(Extracted records)
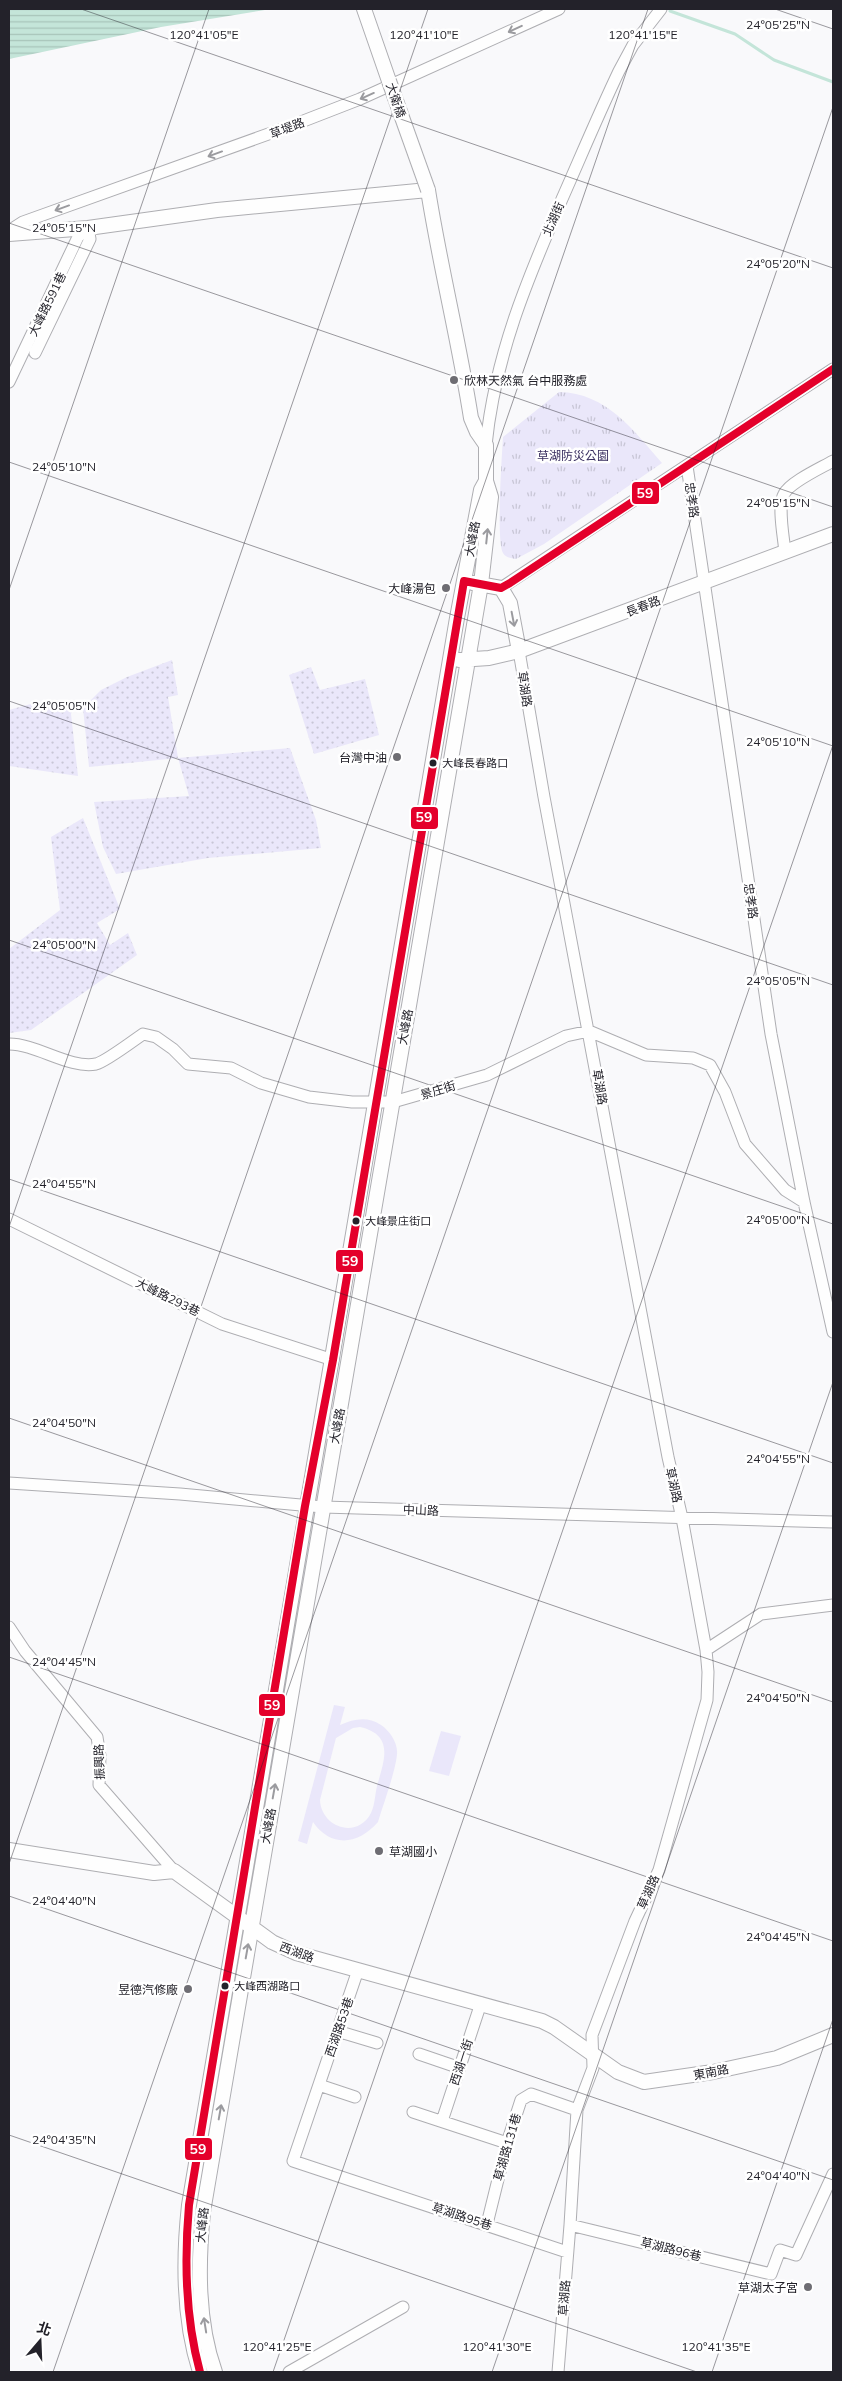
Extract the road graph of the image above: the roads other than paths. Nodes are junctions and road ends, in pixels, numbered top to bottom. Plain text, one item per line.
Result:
1 (364, 9) edge
2 (559, 9) edge
3 (661, 9) edge
4 (428, 190) junction
5 (88, 228) junction
6 (9, 232) edge
7 (35, 353) dead end
8 (833, 369) edge
9 (9, 382) edge
10 (486, 445) junction
11 (833, 461) edge
12 (687, 466) junction
13 (486, 481) junction
14 (833, 534) edge
15 (785, 553) junction
16 (464, 581) junction
17 (704, 582) junction
18 (481, 584) junction
19 (500, 588) junction
20 (519, 652) junction
21 (450, 660) junction
22 (467, 661) junction
23 (589, 1031) junction
24 (9, 1044) edge
25 (376, 1101) junction
26 (393, 1102) junction
27 (804, 1202) junction
28 (9, 1219) edge
29 (829, 1288) edge
30 (833, 1332) edge
31 (333, 1360) junction
32 (9, 1483) edge
33 (306, 1506) junction
34 (323, 1507) junction
35 (682, 1518) junction
36 (833, 1522) edge
37 (833, 1605) edge
38 (9, 1627) edge
39 (706, 1650) junction
40 (9, 1850) edge
41 (174, 1871) junction
42 (238, 1918) junction
43 (251, 1927) junction
44 (358, 1970) junction
45 (481, 2003) junction
46 (337, 2031) junction
47 (833, 2035) edge
48 (377, 2043) dead end
49 (419, 2054) dead end
50 (592, 2054) junction
51 (460, 2068) junction
52 (319, 2085) junction
53 (355, 2097) dead end
54 (577, 2110) junction
55 (413, 2112) dead end
56 (442, 2122) junction
57 (507, 2143) junction
58 (833, 2174) edge
59 (356, 2182) joint
60 (487, 2224) junction
61 (570, 2225) junction
62 (567, 2252) junction
63 (403, 2307) dead end
64 (205, 2367) edge
65 (289, 2372) edge
66 (558, 2372) edge

1 - 4 street, 大衛橋, bridge
2 -> 6 street, 草堤路
3 - 10 street, 北湖街
4 - 5 street, 草堤路
4 - 10 street
5 - 6 street, 草堤路
5 - 7 street
5 - 9 street, 大峰路591巷
8 - 12 street
10 - 13 street, 大峰路
11 - 15 street
12 - 17 street, 忠孝路
12 - 19 street
13 - 16 street, 大峰路
18 -> 13 street, 大峰路
14 - 15 street, 長春路
15 - 17 street, 長春路
16 - 18 street
16 - 21 street, 大峰路
17 - 20 street, 長春路
17 - 27 street, 忠孝路
18 - 19 street
18 - 22 street, 大峰路
19 -> 20 street, 草湖路
20 - 22 street, 長春路
20 - 23 street, 草湖路
21 - 22 street, 長春路
21 - 25 street, 大峰路
22 - 26 street, 大峰路
23 - 26 street, 景庄街
23 - 27 street
23 - 35 street, 草湖路
24 - 25 street, 景庄街
25 - 26 street, 景庄街
25 - 31 street, 大峰路
26 - 34 street, 大峰路
27 - 29 street, 忠孝路
28 - 31 street, 大峰路293巷
29 - 30 street, 忠孝路
31 - 33 street, 大峰路
32 - 33 street, 中山路
33 - 34 street, 中山路
33 - 42 street, 大峰路
34 - 35 street, 中山路
43 -> 34 street, 大峰路
35 - 36 street, 中山路
35 - 39 street, 草湖路
37 - 39 street
38 - 41 street, 振興路
39 - 50 street, 草湖路
40 - 41 street
41 - 42 street, 西湖路
42 - 43 street, 西湖路
42 - 64 street, 大峰路
43 - 44 street, 西湖路
64 -> 43 street, 大峰路
44 - 45 street, 西湖路
44 - 46 street, 西湖路53巷
45 - 50 street, 西湖路
45 - 51 street, 西湖一街
46 - 48 street
46 - 52 street, 西湖路53巷
47 - 50 street, 東南路
49 - 51 street
50 - 54 street, 草湖路
51 - 56 street, 西湖一街
52 - 53 street
52 - 59 street, 西湖路53巷
54 - 57 street, 草湖路131巷
54 - 61 street, 草湖路
55 - 56 street
56 - 57 street
57 - 60 street, 草湖路131巷
58 - 61 street, 草湖路96巷
59 - 60 street, 草湖路95巷
60 - 62 street, 草湖路95巷
61 - 62 street, 草湖路
62 - 66 street, 草湖路
63 - 65 street

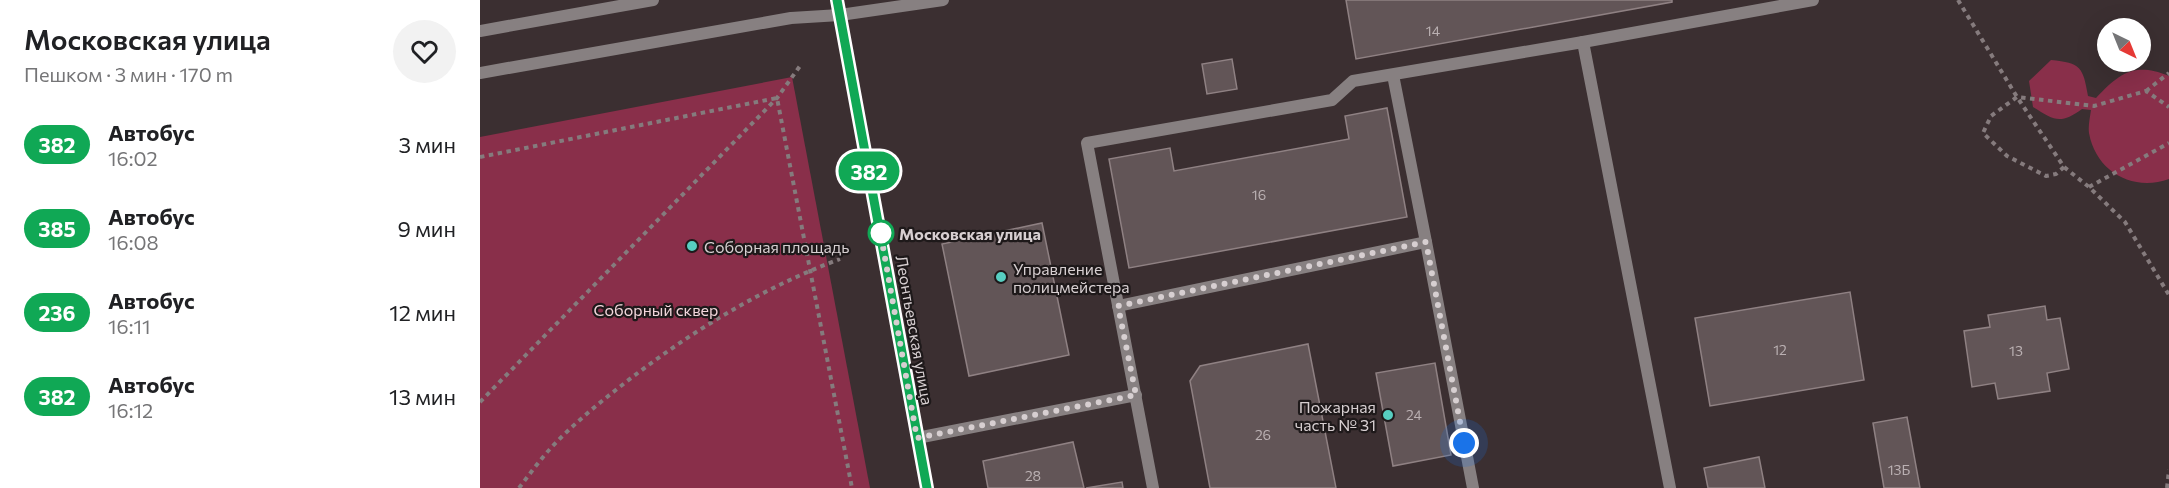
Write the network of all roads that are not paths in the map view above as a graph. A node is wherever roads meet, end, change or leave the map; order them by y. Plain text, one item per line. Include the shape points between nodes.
1 (653, 0) edge
2 (837, 0) edge
3 (943, 0) edge
4 (1735, 0) edge
5 (1813, 0) edge
6 (1737, 13) junction
7 (840, 15) junction
8 (480, 31) edge
9 (1583, 42) junction
10 (480, 73) edge
11 (1393, 75) junction
12 (1426, 242) junction
13 (1118, 306) junction
14 (1136, 395) junction
15 (917, 438) junction
16 (927, 488) edge
17 (1153, 488) edge
18 (1473, 488) edge
19 (1670, 488) edge

1 - 8 street
2 - 7 street, Леонтьевская улица
3 - 7 street
4 - 6 street
5 - 6 street
6 - 9 street
7 - 10 street via 791,18
7 - 15 street, Леонтьевская улица
9 - 11 street
9 - 19 street
11 - 12 street
11 - 13 street via 1353,81 1332,100 1087,144
12 - 13 street
12 - 18 street
13 - 14 street
14 - 15 street
14 - 17 street
15 - 16 street, Леонтьевская улица

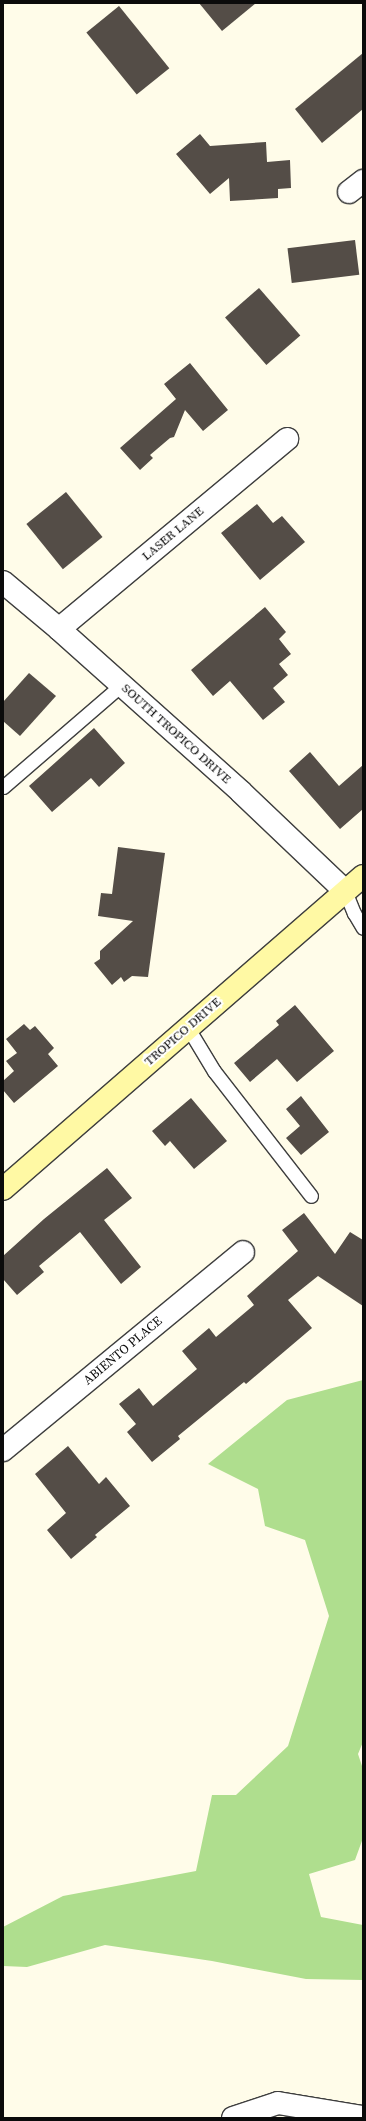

**Assignment**
Each line above that includes the word "dead" is to be copied.

**Result of this exercise**
7 (35, 353) dead end
48 (377, 2043) dead end
49 (419, 2054) dead end
53 (355, 2097) dead end
55 (413, 2112) dead end
63 (403, 2307) dead end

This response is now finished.